In this pump–probe measurement the XUV light of the FEL was used to excite helium, while a subsequent IR-laser pulse ionizes the excited atom. Scanning the XUV photon energy from 20.4 eV to just below the ionization threshold of 24.6 eV reveals the excitation transition series 1 s 2 1 s n p in helium [31], in accordance with the dipole selection rules for linearily polarized light. The excited helium atom absorbs multiple photons (each 1.55 eV) of the subsequent IR pulse which bring the electron to the continuum. This process is shown in Figure 3a, where an increased photoelectron yield is observed at XUV energies that matches the specific excitation energy ( 1 s 2 p at 21.2 eV , 1 s 3 p at 23 eV …). The distribution of the photoelectron kinetic energy is plotted along the ordinate and shows several peaks at specific XUV excitation energies. The underlying process is the above threshold ionization (ATI) and describes the behavior of an electron absorbing more photons than the minimal requirement to be emitted into the continuum [32,33]. The additional electron energy is directly related to the IR-photon energy (in this case 1.55 eV ).
While in Figure 3a only the absolute electron kinetic energy is plotted, the REMI allows to measure the electron momentum in 3D as shown in Figure 3b. The XUV is polarized along the p x direction and the IR laser along the p z direction. Figure 3b contains exclusively electrons recorded with parameters in the marked region of Figure 3a. First an XUV photon excites the helium atom into the 1 s 4 p state ( 23.7 eV) and upon the additional absorption of one IR photon, the 4p-electron is emitted into the continuum. Starting from the helium groundstate, the absorption of two photons can yield to an angular momentum of l = 2 for the photoelectron, with the corresponding characteristic number of nodes in the angular distribution. The two orthogonal linearly polarized light fields can lead to the population of angular momentum substates with m = 0 , ± 2 . This can be understood as in a spherical basis each light field can be described by a superposition of left- and right-handed circulary polarized light, driving Δ m = ± 1 transitions. For a detailed explanation see [34].
This experiment demonstrates the capability to precisely measure electron angular distributions which is essential to investigate many different phenomena like quantum beating [35], electron correlation [36] or propensity rules [37].

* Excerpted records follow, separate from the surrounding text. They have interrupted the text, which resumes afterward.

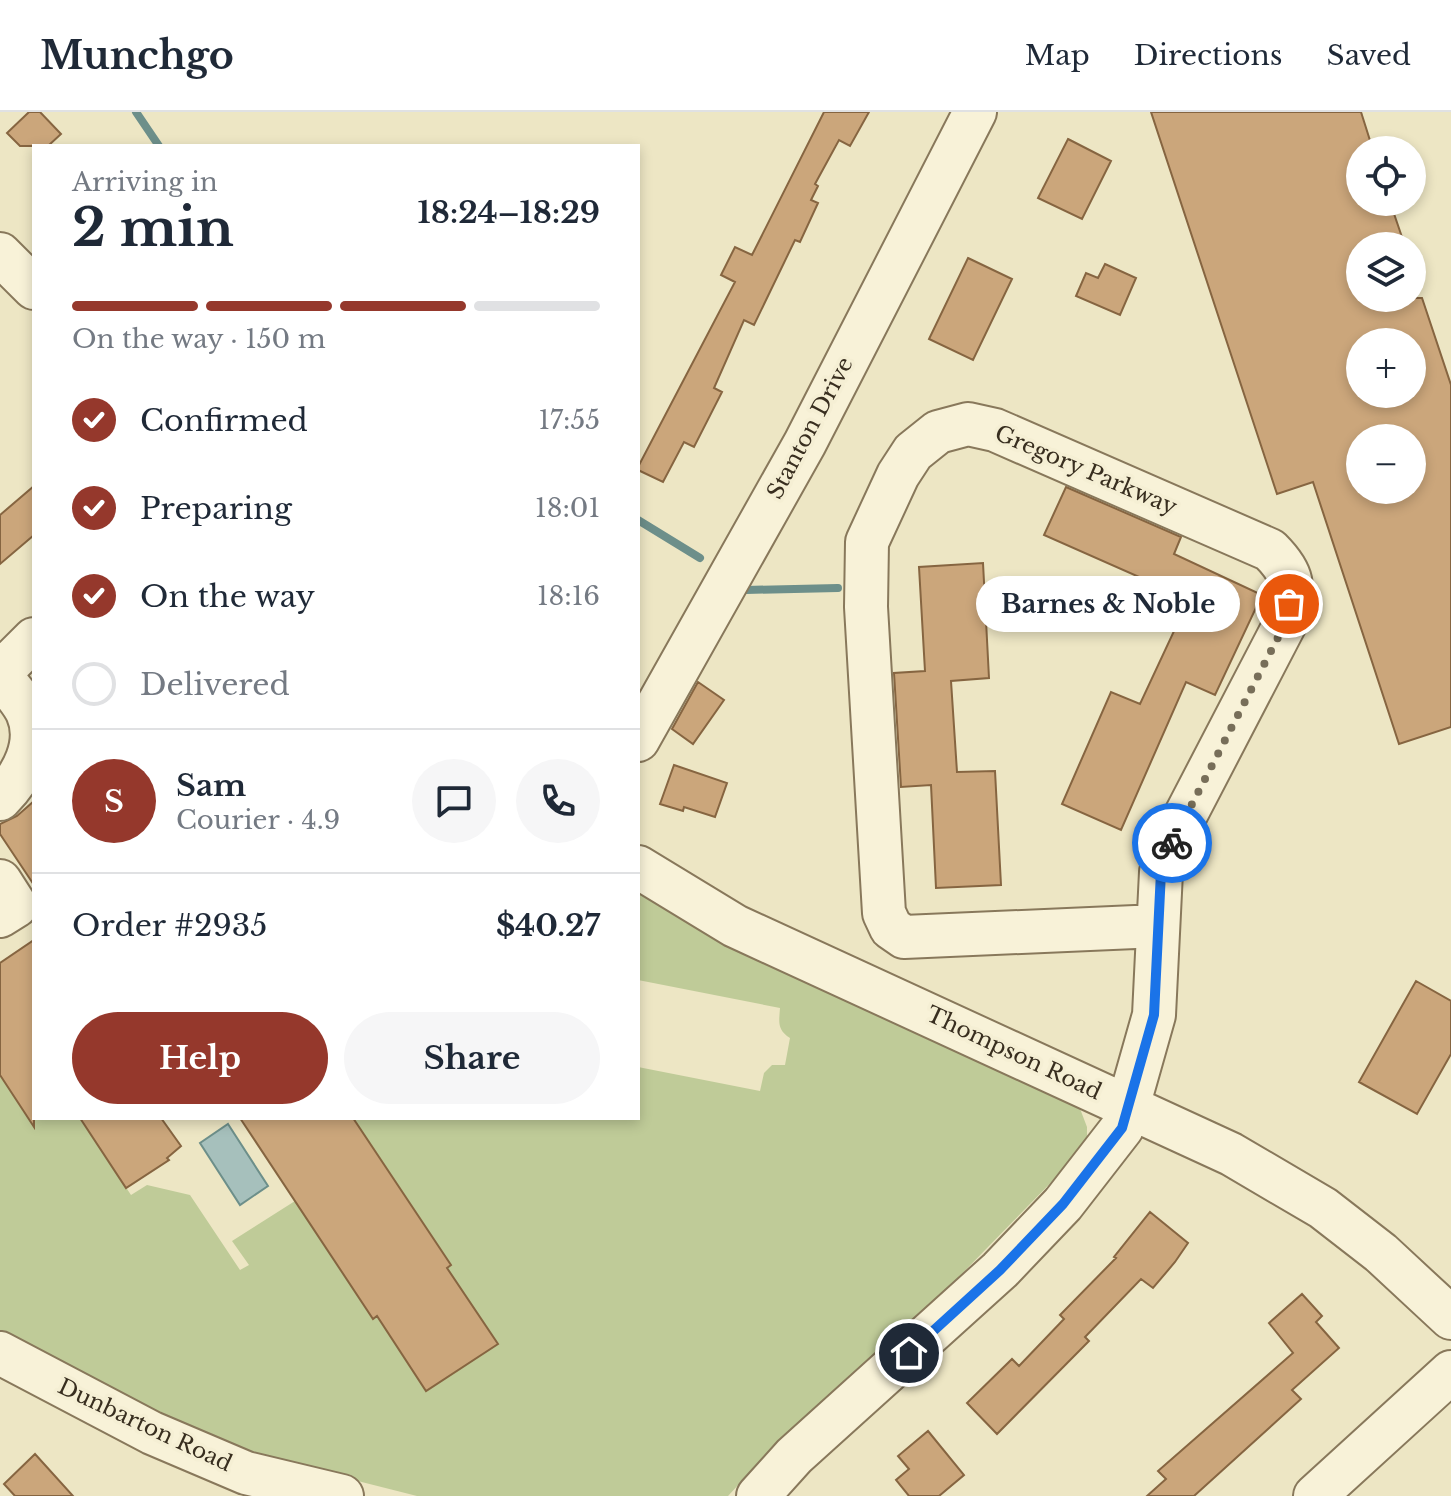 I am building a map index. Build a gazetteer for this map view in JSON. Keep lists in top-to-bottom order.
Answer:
{
  "streets": {
    "street": [
      "Stanton Drive",
      "Gregory Parkway",
      "Thompson Road",
      "Dunbarton Road"
    ]
  },
  "crossings": [
    ["Gregory Parkway", "Thompson Road"]
  ],
  "places": ["Barnes & Noble"],
  "page": {
    "header": "Munchgo",
    "nav": ["Map", "Directions", "Saved"],
    "map_buttons": ["+", "−"],
    "heading": ["2 min", "Arriving in", "18:24–18:29"],
    "panel": [
      "Sam",
      "Courier · 4.9",
      "Order #2935",
      "$40.27"
    ],
    "bar": "On the way · 150 m",
    "list": [
      ["Confirmed", "17:55"],
      ["Preparing", "18:01"],
      ["On the way", "18:16"],
      "Delivered"
    ],
    "bubble": "Barnes & Noble",
    "round": "S",
    "buttons": ["Help", "Share"]
  }
} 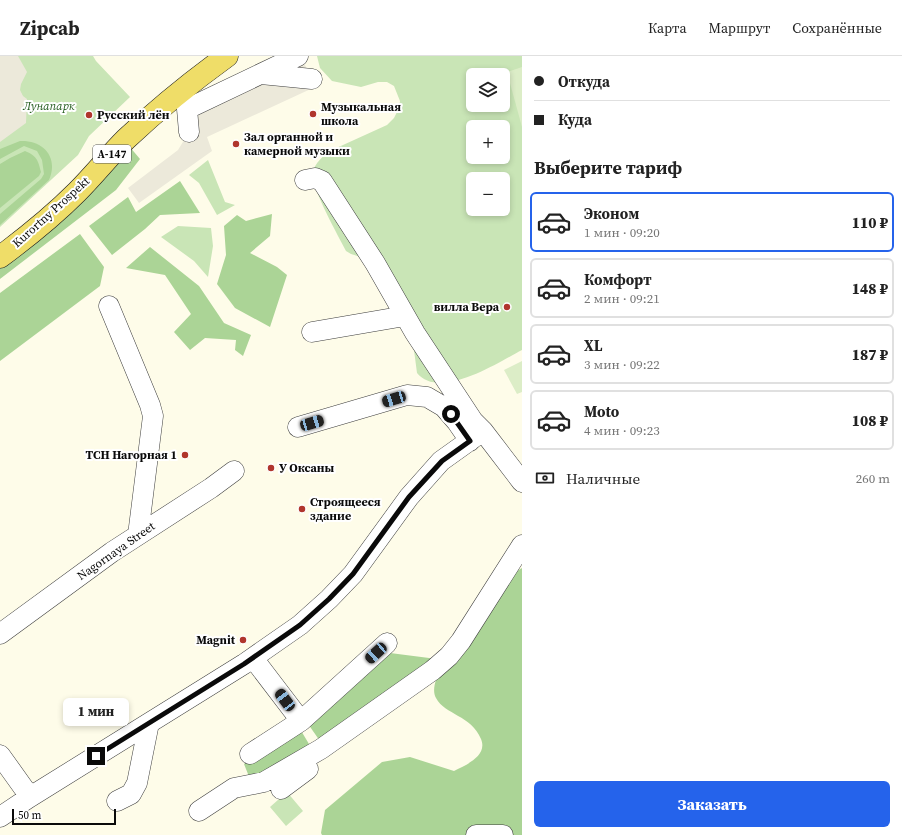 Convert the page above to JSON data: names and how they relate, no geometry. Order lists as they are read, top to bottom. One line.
{"streets":{"main road":["А-147","Kurortny Prospekt"],"street":["Nagornaya Street"]},"parks":["Лунапарк"],"places":["Музыкальная школа","Русский лён","Зал органной и камерной музыки","вилла Вера","ТСН Нагорная 1","У Оксаны","Строящееся здание","Magnit"],"scale_bar":"50 m","page":{"header":"Zipcab","nav":["Карта","Маршрут","Сохранённые"],"banner":["Откуда","Куда"],"map_buttons":["+","−"],"heading":"Выберите тариф","list":[{"name":"Эконом","note":"1 мин · 09:20","value":"110 ₽"},{"name":"Комфорт","note":"2 мин · 09:21","value":"148 ₽"},{"name":"XL","note":"3 мин · 09:22","value":"187 ₽"},{"name":"Moto","note":"4 мин · 09:23","value":"108 ₽"}],"pay":["Наличные","260 m"],"bubble":"1 мин","buttons":"Заказать","scale":"50 m"}} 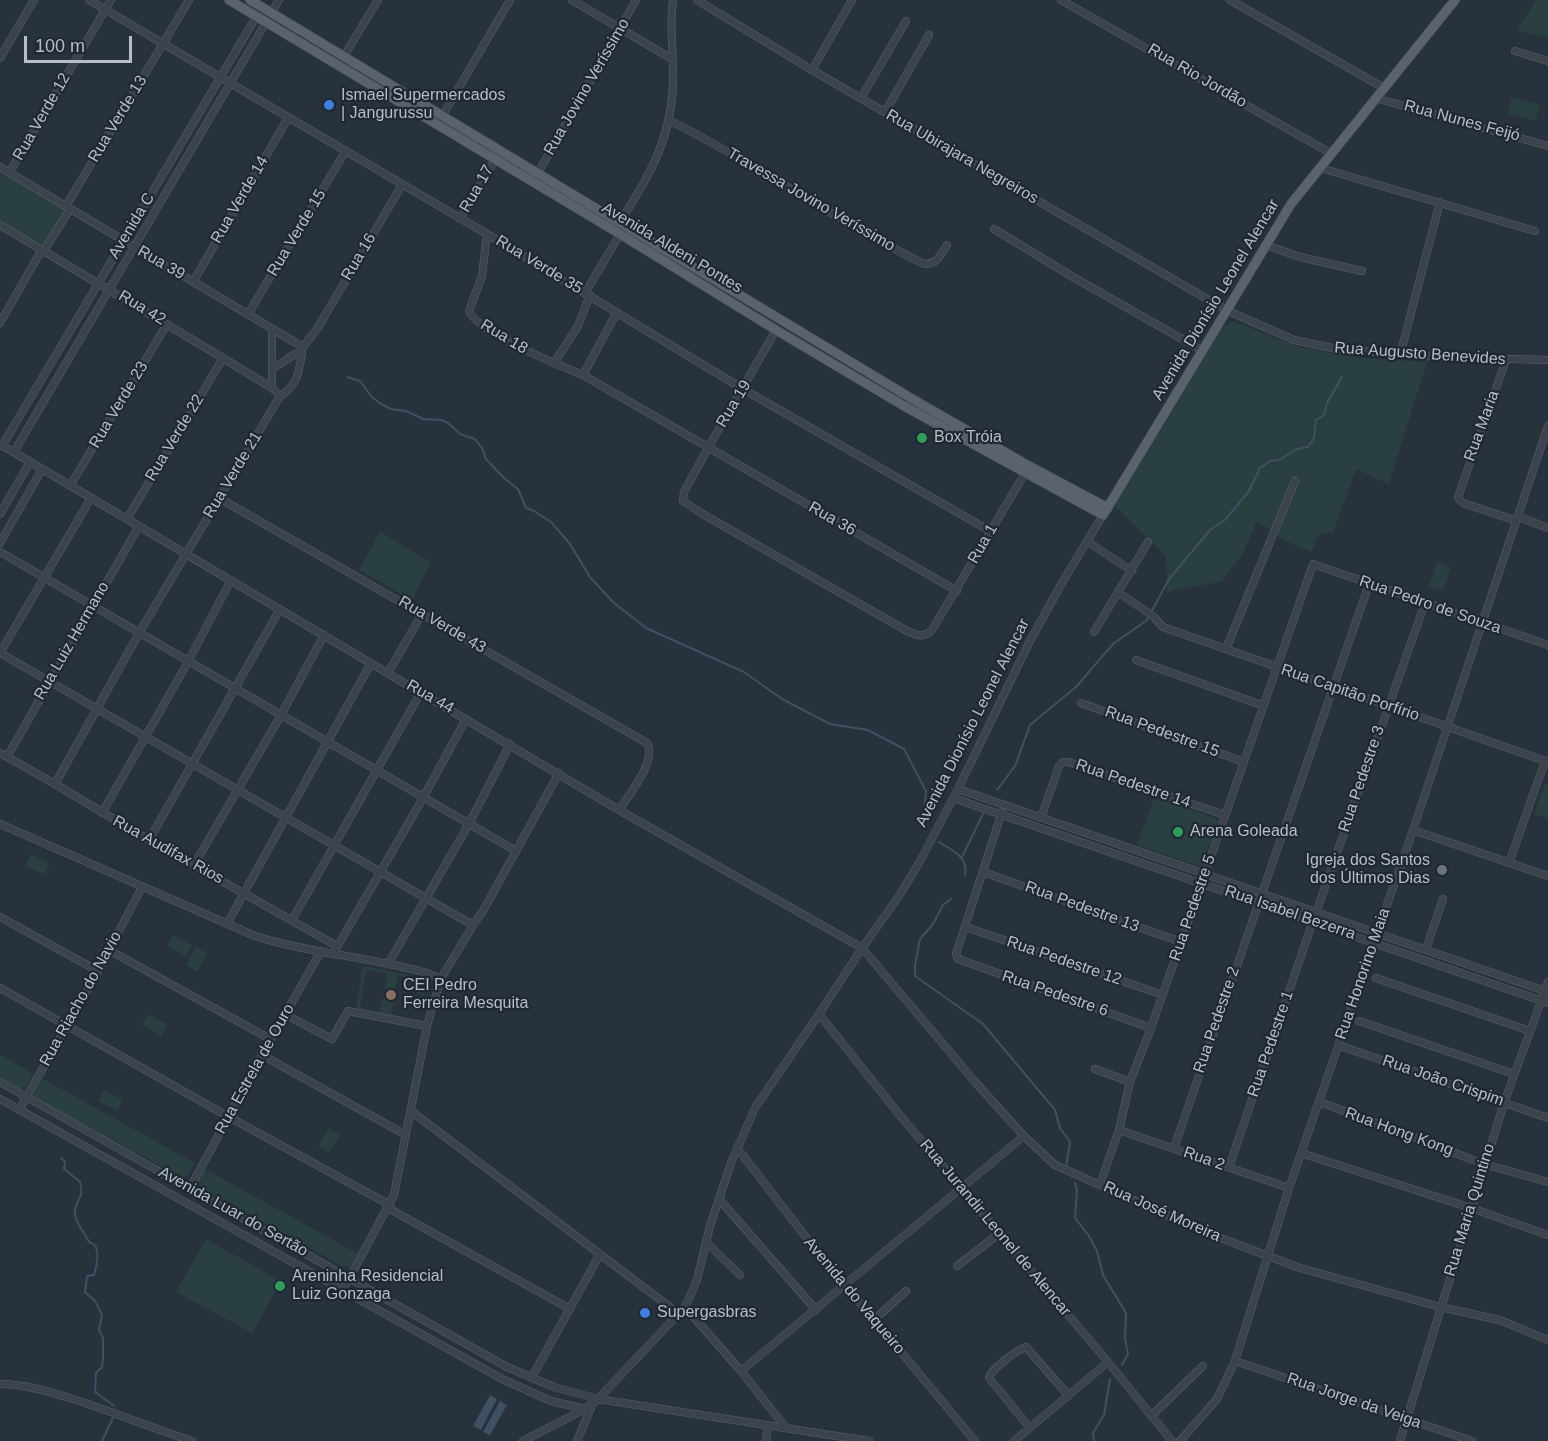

3.2. Two-Photon Double Ionization in Argon

In a kinematically complete experiment, double ionization of argon by absorption of two photons was measured [30]. Neutral argon atoms were irradiated by FEL radiation with a photon energy of 27.93 eV (averaged peak intensity ( 3 ± 2 ) × 10 13 W/cm2, pulse duration approximately 50 fs). The angular distributions of the ejected photoelectrons during two-photon double ionization (TPDI) were measured. The dominant TPDI channel observed was sequential double ionization (SDI), in which both photoelectrons were emitted from the argon atom by sequential single-photon absorption (see also [38]). The two photoelectrons were confirmed to be correlated through polarization of the intermediate Ar+ state. As a result, the measured angular distributions of both, the first and the second, photoelectron differ from that of the single ionization. In addition, the coincident detection method led to the discovery of the crucial role of autoinization in both steps of SDI in argon.
Both the ion and the electron detector of the REMI have multi-hit capability. This is necessary for the coincident detection of the two photoelectrons emerging from one TPDI event. Additionally, Ar+ ions were measured in coincidence with the photoelectrons. This allows to differentiate between particles stemming from single ionization and the SDI channel. As both processes occur during the same experiment, the influence of systematic errors can be greatly reduced by comparing results from these two ionization pathways.
Figure 4 shows the two-dimensional kinetic energy spectrum of two photoelectrons detected in coincidence. Because the second ionization potential of argon lies just below the photon energy of the FEL radiation, there is one fast (first) and one slow (second) photoelectron expected during SDI [39]. This feature of correlated electrons in SDI is shown in Figure 4, where the kinetic energy of two photoelectrons created within one XUV pulse are plotted against each other. There is an increased yield of photoelectrons at positions where one photoelectron has a kinetic energy of 12 eV and where the other electron has a kinetic energy of 0.3 eV. The increased photoelectron yield at E 1 = 12 eV and E 2 = 12 eV shows uncorrelated electrons and can be attributed to electrons from two independent single ionization processes. The capability to record such two-dimensional energy spectra of reaction fragments detected in coincidence underlines the aptitude of the REMI as a versatile AMO (atomic, molecular, and optical physics) science station. The dynamics following multi-photon absorption processes in the XUV range is kinematically completely accessible.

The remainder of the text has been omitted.